During the review on 8/26/11 at 2:00 p.m., of the facility Policy and Procedure #711 titled Patient Rights and Responsibilities on page 9 under #11 Consent found the following documented:
"In accordance with LMHS (Lee Memorial Hospital policy and procedure S03 05 442 Informed Consent, the patient has the right to reasonable informed consent under the Florida Medical Consent Law, which provides that in treating, examining, or operating on a patient:
a. The action of the responsible practitioner in obtaining the consent of the patient or another authorized to give consent is in accordance with an acceptable standard of medical practice among members of the medical profession with similar training and experiencing the same or similar medical community."

Interview on 8/26/11 at 2:45 p.m., held with the operating room RN reporting the incident revealed: "I glanced at the patient when preparing to take her to PACU; her face did not look right. I didn't know what happened to her face. The CRNA approached me and told me he was picking on her black heads. I spoke to the Anesthesiologist. The CRNA felt bad and showed regret."

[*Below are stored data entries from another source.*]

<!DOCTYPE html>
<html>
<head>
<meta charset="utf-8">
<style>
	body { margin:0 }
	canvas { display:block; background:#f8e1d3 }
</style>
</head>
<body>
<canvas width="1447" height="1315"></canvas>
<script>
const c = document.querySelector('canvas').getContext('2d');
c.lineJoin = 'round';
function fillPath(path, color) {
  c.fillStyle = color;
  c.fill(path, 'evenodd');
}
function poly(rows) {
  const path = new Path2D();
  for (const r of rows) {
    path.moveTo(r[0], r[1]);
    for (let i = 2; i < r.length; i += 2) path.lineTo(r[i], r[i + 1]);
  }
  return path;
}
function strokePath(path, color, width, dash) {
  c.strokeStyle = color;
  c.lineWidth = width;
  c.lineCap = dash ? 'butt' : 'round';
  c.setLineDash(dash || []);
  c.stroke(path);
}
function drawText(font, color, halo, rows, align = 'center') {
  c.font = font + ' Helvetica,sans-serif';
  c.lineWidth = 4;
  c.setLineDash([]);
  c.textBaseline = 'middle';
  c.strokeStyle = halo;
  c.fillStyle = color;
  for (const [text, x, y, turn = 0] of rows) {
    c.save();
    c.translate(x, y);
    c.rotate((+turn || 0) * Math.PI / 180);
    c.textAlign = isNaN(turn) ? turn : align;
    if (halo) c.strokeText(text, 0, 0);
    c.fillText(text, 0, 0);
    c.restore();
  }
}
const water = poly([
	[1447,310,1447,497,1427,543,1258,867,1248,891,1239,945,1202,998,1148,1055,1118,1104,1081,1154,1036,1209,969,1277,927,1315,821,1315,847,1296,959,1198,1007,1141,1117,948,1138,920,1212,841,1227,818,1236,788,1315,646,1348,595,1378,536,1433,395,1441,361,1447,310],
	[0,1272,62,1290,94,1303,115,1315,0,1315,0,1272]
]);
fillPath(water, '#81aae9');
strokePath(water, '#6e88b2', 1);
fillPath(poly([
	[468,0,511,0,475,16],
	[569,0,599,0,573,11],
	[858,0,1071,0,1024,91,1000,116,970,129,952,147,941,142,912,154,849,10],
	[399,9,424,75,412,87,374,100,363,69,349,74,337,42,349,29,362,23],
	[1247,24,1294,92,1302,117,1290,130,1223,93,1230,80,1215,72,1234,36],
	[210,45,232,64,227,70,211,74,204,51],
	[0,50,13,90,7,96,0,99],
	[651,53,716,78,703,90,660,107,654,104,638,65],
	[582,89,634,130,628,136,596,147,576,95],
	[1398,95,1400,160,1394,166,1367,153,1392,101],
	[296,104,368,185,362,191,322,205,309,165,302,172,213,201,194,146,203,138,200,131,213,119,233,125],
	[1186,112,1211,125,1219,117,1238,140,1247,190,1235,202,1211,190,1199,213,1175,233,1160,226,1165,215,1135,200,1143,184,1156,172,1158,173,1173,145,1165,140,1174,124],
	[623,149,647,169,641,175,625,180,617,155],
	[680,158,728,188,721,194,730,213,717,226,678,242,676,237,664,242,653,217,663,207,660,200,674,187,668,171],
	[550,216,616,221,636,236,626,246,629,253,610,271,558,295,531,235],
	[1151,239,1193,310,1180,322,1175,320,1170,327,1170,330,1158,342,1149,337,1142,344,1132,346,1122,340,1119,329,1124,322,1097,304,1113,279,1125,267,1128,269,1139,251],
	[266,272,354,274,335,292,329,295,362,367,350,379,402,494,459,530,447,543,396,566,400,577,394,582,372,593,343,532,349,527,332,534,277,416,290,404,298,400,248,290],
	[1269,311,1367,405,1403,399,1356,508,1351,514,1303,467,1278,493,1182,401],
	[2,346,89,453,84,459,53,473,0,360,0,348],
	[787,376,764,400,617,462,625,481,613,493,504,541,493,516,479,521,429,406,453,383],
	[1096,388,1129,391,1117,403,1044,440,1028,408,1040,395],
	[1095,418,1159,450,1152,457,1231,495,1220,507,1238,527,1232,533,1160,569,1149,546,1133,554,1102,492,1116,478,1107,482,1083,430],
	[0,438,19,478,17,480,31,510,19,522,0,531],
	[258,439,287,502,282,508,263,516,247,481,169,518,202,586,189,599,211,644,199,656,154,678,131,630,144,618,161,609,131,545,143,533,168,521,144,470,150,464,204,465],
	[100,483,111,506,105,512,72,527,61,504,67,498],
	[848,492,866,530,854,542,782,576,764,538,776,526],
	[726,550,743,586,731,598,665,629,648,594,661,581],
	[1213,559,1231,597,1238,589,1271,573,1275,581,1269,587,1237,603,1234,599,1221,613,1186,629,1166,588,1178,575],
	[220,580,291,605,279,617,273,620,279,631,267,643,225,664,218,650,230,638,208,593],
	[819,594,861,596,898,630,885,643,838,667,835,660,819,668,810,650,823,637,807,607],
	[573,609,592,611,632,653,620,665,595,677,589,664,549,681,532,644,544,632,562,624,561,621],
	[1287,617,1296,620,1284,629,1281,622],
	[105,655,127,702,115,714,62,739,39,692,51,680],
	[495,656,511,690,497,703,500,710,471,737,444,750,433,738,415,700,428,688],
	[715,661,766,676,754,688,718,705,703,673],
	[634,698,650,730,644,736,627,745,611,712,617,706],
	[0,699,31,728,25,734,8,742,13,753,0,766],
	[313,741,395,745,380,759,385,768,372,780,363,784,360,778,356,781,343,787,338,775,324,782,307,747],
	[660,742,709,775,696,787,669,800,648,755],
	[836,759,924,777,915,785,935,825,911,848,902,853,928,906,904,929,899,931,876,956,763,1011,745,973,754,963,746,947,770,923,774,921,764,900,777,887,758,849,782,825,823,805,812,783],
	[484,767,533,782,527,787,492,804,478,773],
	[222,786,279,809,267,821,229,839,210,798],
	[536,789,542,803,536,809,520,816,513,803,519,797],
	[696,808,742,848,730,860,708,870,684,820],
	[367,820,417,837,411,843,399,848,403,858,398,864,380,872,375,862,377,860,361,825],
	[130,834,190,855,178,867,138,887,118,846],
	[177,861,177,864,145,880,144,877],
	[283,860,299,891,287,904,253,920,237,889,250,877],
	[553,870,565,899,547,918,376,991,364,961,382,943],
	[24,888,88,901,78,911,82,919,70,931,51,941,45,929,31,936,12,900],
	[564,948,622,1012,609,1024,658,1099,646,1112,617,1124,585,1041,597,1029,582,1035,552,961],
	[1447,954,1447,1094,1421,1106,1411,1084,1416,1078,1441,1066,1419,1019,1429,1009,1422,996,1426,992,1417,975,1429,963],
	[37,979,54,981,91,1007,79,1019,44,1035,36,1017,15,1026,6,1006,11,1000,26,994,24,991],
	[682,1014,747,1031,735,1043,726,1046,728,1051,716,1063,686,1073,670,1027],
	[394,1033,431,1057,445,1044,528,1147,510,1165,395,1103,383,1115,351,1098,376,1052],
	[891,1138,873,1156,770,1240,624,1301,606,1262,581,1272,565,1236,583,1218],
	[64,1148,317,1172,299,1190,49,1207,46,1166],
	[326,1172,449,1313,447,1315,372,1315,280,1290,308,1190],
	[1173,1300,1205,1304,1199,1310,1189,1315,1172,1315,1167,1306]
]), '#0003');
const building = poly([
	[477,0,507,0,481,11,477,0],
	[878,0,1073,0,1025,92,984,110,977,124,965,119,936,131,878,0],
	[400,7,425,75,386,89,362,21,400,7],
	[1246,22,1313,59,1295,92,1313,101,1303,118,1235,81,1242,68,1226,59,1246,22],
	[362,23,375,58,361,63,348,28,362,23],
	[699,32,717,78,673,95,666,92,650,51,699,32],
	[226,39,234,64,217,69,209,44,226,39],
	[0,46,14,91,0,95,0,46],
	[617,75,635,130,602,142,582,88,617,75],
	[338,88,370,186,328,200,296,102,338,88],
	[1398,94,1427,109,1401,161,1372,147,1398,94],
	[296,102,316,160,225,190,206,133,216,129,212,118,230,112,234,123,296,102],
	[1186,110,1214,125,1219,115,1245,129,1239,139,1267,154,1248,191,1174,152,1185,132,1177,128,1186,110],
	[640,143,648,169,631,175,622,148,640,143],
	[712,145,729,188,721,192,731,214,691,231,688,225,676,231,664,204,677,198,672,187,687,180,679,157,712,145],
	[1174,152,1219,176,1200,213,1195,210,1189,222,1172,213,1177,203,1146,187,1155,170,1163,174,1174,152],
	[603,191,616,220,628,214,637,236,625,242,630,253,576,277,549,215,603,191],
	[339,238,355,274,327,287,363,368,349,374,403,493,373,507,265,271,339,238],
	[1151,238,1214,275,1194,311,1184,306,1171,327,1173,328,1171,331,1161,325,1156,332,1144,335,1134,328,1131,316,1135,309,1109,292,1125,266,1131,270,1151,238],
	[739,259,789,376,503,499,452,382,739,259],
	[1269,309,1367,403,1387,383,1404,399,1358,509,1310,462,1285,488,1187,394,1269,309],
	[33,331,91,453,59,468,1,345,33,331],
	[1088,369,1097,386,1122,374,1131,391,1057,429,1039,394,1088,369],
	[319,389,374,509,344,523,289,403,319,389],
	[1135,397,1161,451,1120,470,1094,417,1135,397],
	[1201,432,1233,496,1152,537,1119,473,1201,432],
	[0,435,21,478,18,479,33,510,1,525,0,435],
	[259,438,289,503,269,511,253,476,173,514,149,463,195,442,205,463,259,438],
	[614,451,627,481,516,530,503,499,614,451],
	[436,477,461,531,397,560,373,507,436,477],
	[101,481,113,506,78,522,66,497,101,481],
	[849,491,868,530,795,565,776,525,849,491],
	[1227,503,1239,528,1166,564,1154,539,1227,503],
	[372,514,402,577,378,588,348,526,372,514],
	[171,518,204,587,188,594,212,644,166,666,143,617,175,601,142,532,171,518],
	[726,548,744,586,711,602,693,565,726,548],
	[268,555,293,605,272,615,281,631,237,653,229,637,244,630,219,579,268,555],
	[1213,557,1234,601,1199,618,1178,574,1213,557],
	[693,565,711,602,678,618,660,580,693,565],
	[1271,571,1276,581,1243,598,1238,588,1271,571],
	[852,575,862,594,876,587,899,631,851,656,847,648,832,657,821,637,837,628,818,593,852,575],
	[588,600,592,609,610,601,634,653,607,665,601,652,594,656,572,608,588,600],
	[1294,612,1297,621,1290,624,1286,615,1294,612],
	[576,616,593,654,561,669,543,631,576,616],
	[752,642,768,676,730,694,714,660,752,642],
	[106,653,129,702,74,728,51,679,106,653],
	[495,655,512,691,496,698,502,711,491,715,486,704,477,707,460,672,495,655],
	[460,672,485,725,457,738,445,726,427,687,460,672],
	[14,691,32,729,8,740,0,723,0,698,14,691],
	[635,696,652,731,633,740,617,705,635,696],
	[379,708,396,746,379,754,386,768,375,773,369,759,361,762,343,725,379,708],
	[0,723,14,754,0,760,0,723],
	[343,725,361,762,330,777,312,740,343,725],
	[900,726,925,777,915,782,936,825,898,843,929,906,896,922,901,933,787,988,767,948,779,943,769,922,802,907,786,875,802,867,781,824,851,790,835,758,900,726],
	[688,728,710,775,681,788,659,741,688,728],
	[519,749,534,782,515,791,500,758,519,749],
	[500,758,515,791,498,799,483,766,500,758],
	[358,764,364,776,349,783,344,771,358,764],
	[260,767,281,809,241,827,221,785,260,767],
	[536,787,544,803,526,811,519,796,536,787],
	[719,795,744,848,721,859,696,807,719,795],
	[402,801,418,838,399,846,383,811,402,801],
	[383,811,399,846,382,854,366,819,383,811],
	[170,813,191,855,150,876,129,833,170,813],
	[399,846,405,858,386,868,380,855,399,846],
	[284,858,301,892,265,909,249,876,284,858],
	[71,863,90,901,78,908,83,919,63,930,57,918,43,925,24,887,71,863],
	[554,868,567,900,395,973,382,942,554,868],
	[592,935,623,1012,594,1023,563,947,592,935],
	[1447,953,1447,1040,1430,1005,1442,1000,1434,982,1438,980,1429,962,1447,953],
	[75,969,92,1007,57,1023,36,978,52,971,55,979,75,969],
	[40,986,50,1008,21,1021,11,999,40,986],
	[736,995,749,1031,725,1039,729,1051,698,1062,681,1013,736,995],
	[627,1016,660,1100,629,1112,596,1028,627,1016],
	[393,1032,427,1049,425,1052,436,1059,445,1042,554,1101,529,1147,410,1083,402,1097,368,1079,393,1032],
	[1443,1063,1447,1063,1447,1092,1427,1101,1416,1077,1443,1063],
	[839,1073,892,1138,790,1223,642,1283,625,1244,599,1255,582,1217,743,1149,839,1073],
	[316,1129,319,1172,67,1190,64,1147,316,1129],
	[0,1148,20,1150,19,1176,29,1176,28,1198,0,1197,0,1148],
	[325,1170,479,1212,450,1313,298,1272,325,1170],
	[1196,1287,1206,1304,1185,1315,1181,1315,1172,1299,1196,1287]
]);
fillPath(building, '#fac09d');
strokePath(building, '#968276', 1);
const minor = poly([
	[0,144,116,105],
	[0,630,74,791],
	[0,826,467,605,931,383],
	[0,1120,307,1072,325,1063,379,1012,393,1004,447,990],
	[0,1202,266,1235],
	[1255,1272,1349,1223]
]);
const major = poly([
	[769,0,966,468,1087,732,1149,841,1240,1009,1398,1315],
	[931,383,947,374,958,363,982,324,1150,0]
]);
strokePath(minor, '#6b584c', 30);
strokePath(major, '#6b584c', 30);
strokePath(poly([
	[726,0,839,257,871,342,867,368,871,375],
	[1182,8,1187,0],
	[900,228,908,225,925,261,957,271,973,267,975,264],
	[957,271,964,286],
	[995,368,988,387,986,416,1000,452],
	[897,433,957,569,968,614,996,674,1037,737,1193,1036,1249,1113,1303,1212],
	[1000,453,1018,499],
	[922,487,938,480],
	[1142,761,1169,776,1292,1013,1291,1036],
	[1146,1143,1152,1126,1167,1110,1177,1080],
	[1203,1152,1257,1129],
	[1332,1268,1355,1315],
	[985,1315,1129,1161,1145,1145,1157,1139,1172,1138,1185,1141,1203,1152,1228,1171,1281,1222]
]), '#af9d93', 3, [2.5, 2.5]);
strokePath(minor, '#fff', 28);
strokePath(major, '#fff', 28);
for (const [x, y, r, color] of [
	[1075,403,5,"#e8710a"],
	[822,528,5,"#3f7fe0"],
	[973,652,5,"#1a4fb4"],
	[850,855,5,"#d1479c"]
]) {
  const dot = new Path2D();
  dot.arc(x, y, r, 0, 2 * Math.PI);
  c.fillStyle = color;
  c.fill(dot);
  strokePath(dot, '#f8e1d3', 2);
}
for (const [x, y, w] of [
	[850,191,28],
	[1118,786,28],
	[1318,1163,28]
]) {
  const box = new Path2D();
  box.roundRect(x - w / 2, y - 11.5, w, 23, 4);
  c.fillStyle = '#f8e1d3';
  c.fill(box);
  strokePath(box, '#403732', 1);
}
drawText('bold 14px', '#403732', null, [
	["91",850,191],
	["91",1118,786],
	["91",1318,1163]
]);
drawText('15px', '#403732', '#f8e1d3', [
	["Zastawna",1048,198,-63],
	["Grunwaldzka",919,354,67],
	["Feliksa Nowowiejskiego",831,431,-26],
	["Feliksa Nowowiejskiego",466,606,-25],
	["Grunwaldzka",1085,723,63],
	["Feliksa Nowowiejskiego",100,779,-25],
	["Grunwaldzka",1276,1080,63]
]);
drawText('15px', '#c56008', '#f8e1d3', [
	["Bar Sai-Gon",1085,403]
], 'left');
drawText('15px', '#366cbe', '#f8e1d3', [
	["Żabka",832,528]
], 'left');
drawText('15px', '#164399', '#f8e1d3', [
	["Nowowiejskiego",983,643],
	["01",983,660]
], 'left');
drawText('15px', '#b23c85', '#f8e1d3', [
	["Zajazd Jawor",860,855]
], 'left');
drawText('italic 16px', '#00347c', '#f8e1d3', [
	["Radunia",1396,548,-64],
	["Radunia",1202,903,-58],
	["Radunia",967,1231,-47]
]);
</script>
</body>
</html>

Interview on 8/26/11 at 3:00 p.m., with scrub technician assisting in case who stated "I did the case, everything great; the drop (sheet blocking the patient's upper body and head from the operating area) was up. I was called by (name of RN) to look at the red marks on the patient's face asked if I noticed patient's face referring to the number of blackheads on face I said yes, did not notice red marks before. Patient had very obvious black heads on her face. Asked what happened; was told CRNA popping black heads."

Risk Manager stated on 8/26/11 at 3:30 p.m., Anesthesiologist informed her that CRNA started a 3 week vacation on 08/8/11; he was given an additional week starting on 8/29/11 without pay as a suspension for the incident.

Surveyor was unable to contact CRNA by phone for an interview; informed by Risk Manager he was unavailable as he is in Puerto Rico and would not return until 9/05/11.

A speaker phone interview, in the presence of the Risk Manager, Director of Progressive Care, and 2 surveyors, on 08/26/11 at 3:40 p.m., was held with the Medical Director of the Anesthesiology Department: "After discussion with Group and Labor Attorney, decision was made to counsel CRNA. When talking with (name of CRNA) found a child like innocents, a clean face and lack of malice; would never do anything like this. Told him it was a serious thing, had no consent asked what were you thinking. (name of CRNA) is well liked and has had no problems previously. Letter of reprimand documenting counseling can be obtained from my office manager."